Friday, June 3, 2011

What's in a name?

I'm not a fan of political nicknames.  To me they don't mean much, and usually become just another slur, used to somehow depict that the person or persons being described are somehow inherently wrong, simply because they belong to particular party or ascribe to a particular position on an issue.

The term Liberal used to mean someone who wasn't a Conservative.  Now, of course, the normal use is to decry someone as being...well, almost less than human.  Certain parts of the political parties are now called the Base, and you don't cross them if you want to be elected.  There used to be Socialists and Communists, but they seem to have disappeared, lumped into some other negative descriptor.

In short, most of these terms are little different than that infamous N word, and they carry the same intent for those using them.  There is one term, however, that I find interesting, but only because it is so self-contradictory.  That term is the Tea Party.



The term, at least as it's used today, signifies a portion of what has traditionally been the Republican Party, although I don't think it's exclusively members from that side of the aisle.  Depending upon whom you ask, the group has a couple of core issues.  One is reduction of Federal Spending, and a corresponding reduction in the Federal Deficit.  I suspect a good number of people support those goals, although not everyone sees them from such a rigid viewpoint.

During the last election, a number of Tea Party candidates were elected, and many of them have taken an all-or-nothing approach to the legislative process.  From the outside, it appears they do that partly because they cannot forget the people who helped them get elected.  Maybe the believe that the legislative process can work that way.  It can't, and it never will, but...if that's what they believe, that's fine.  They ran on that basis, so...I guess we'll see how it works out.

However, that isn't what truly interests me about the group.

The original tea party, commonly known as the Boston Tea Party, was organized by an independent group who believed strongly in the principle of "no taxation without representation."  The tea they tossed into Boston harbor was a symbolic rebellion against the English crown who unilaterally imposed taxes on the colonies.  The colonists were not represented in that government, and they didn't like it.

Personally I agree with them.  It's one of the core principles in the Declaration of Independence.

Governments are instituted among Men, deriving their just powers from the consent of the governed...

So, at the risk of over-simplification, the name Tea Party has some significant history, built upon a central principle.  However, there are more than 600,000 people living in the United States today who still live under that same situation, and the Tea Party, and the officials they have championed, don't seem to care.  In fact, they seem to relish the idea.  Let me identify a few of those specific issues.

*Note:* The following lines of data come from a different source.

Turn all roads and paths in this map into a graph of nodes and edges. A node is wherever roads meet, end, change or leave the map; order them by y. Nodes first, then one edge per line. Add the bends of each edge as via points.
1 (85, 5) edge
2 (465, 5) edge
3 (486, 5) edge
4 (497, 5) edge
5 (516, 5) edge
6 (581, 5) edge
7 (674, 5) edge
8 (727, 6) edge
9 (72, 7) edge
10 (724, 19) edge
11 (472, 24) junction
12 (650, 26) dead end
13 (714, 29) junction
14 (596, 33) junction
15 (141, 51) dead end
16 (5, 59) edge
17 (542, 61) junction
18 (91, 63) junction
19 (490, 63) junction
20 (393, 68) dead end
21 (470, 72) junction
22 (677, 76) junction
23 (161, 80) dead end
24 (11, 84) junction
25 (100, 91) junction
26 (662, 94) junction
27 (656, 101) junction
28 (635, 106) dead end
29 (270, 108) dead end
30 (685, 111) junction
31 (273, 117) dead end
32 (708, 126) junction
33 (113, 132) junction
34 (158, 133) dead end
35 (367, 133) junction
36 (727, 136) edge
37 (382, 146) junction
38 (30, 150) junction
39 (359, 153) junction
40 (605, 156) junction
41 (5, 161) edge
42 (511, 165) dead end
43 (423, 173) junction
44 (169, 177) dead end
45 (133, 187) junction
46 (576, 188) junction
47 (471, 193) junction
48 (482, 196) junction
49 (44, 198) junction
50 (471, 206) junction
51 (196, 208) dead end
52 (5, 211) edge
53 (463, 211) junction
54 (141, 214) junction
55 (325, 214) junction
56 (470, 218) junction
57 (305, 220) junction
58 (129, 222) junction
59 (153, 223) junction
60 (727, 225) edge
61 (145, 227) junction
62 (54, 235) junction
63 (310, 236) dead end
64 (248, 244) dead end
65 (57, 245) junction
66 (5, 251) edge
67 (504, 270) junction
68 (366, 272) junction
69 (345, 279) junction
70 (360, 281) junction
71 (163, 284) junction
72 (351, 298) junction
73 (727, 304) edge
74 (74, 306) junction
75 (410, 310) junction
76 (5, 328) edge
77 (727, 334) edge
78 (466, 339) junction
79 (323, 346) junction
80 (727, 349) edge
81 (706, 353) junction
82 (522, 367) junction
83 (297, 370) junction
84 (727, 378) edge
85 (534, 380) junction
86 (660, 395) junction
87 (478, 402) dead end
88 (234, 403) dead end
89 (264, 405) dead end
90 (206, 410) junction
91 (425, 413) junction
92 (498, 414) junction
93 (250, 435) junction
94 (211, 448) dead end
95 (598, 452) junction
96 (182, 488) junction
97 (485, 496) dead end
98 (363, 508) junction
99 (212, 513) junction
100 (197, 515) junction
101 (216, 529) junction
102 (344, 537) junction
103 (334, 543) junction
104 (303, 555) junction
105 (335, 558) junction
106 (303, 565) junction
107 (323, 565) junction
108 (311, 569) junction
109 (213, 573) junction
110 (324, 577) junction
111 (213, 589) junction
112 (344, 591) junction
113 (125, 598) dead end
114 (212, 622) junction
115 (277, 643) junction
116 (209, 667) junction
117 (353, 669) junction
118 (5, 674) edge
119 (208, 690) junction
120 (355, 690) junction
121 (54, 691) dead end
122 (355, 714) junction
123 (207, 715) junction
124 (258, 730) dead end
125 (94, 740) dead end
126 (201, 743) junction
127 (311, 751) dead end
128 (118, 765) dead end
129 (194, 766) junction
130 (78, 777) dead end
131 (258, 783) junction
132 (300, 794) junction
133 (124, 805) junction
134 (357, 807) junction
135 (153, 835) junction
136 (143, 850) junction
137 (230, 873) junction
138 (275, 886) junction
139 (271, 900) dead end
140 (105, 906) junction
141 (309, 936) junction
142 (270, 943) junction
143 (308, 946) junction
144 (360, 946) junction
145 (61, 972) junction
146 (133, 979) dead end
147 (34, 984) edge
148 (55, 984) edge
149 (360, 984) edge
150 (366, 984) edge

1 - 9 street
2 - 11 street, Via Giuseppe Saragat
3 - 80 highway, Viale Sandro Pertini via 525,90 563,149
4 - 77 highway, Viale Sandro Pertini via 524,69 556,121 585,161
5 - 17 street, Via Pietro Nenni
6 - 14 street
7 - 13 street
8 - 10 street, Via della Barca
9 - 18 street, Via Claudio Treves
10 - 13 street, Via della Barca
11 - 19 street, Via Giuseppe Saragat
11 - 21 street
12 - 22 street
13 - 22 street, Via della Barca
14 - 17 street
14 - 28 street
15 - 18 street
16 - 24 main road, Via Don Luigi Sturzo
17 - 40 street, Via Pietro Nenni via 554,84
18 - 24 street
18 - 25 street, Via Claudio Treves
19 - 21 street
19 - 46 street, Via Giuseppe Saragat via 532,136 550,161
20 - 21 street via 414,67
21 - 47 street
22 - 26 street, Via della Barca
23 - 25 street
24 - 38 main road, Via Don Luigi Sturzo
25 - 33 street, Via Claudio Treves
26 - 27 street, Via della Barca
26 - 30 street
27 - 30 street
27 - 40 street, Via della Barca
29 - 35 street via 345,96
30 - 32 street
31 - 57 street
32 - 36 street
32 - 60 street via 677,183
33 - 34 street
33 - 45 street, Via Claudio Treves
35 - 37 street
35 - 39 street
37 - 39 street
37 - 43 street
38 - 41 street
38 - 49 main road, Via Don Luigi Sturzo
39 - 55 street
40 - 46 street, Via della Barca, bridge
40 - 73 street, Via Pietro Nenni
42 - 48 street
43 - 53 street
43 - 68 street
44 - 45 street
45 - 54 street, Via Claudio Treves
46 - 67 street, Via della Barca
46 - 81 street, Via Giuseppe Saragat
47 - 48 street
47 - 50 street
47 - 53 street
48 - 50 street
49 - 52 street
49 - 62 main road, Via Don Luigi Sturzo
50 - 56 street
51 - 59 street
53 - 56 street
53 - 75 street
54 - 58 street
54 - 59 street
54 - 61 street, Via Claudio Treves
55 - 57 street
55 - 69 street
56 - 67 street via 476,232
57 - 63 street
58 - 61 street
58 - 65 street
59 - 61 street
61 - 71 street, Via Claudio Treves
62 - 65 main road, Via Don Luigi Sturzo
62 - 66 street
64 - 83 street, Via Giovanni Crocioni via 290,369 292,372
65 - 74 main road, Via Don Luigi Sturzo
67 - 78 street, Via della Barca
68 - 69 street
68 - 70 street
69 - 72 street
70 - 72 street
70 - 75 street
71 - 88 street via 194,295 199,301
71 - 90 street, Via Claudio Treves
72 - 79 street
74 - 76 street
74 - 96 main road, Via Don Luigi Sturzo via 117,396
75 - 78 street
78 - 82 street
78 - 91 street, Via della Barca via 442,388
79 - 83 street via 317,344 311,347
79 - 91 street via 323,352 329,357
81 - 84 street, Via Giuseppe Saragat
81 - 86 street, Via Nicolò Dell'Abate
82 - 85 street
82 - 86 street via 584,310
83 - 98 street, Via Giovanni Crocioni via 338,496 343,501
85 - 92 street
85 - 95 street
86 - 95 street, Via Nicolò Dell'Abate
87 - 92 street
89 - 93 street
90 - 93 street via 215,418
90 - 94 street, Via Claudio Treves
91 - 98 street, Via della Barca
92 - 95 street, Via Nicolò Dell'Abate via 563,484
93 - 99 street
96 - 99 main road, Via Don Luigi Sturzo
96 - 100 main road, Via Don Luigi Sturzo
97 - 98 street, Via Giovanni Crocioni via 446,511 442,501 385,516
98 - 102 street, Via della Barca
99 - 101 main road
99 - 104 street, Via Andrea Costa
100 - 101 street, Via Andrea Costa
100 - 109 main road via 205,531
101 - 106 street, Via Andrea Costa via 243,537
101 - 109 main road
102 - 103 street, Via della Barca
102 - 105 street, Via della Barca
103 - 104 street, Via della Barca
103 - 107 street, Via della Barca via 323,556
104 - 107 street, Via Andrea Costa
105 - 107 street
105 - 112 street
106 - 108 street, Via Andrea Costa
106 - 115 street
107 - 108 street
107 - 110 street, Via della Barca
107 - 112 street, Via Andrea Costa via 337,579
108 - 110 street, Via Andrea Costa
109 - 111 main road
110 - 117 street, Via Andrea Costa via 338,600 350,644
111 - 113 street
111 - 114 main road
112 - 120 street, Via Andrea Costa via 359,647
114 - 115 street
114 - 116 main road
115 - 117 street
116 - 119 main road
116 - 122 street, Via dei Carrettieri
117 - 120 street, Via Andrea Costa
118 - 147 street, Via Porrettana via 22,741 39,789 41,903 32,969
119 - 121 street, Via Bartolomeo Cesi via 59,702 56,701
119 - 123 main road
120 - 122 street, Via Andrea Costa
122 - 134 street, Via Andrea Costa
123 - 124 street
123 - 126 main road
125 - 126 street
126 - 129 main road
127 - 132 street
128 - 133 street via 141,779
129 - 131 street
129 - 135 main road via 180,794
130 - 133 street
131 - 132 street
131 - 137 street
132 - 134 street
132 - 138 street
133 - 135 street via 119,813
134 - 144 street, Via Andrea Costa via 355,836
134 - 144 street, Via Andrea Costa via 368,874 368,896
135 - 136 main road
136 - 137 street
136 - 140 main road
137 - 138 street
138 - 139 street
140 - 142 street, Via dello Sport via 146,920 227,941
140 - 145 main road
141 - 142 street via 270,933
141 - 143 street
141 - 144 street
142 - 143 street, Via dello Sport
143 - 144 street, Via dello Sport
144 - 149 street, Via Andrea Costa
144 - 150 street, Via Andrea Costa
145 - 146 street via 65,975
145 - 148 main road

Because the Constitution of the United States grants representation in Congress to the States, the District of Columbia...the nation's capitol city...has no representation.  600,000 people live there, but are represented in Congress by...no one!  They pay Federal Taxes, they are governed by all the same Federal Laws, but they have no vote in Congress.  In fact, it's even worse.

Congress is charged with direct oversight of the District, so Congress gets to approve the city budget and has the power to overrule any law the city passes to regulate itself.  Until 1973 they didn't even get to elect their own city council.

Now, that's bad enough.  But it gets worse.  Because Congress has that direct authority, they use it.  They also really like to abuse it.  For example, during a recent legislative brawl, the Republicans demanded that Washington DC stop allowing money to go to Planned Parenthood...not for abortions, but for everything!  That was the price for agreeing to pass some other, completely unrelated bill.

When the last attempt to grant some form of representation came up, Representative Ensign, who recently resigned from the House under rather unpleasant circumstances, tacked on a rider that said Washington would have to give up their gun control laws to be awarded representation.  Washington is the Congressional playground, because there is no one to stand up for them.  It's called Taxation without Representation.

Now, it seems to me that if you want to claim the moniker Tea Party, then it's about time you started living up to the principles behind the name.  If not, well...then it's just another derogatory term for a political point of view...but...it's one you brought upon yourselves.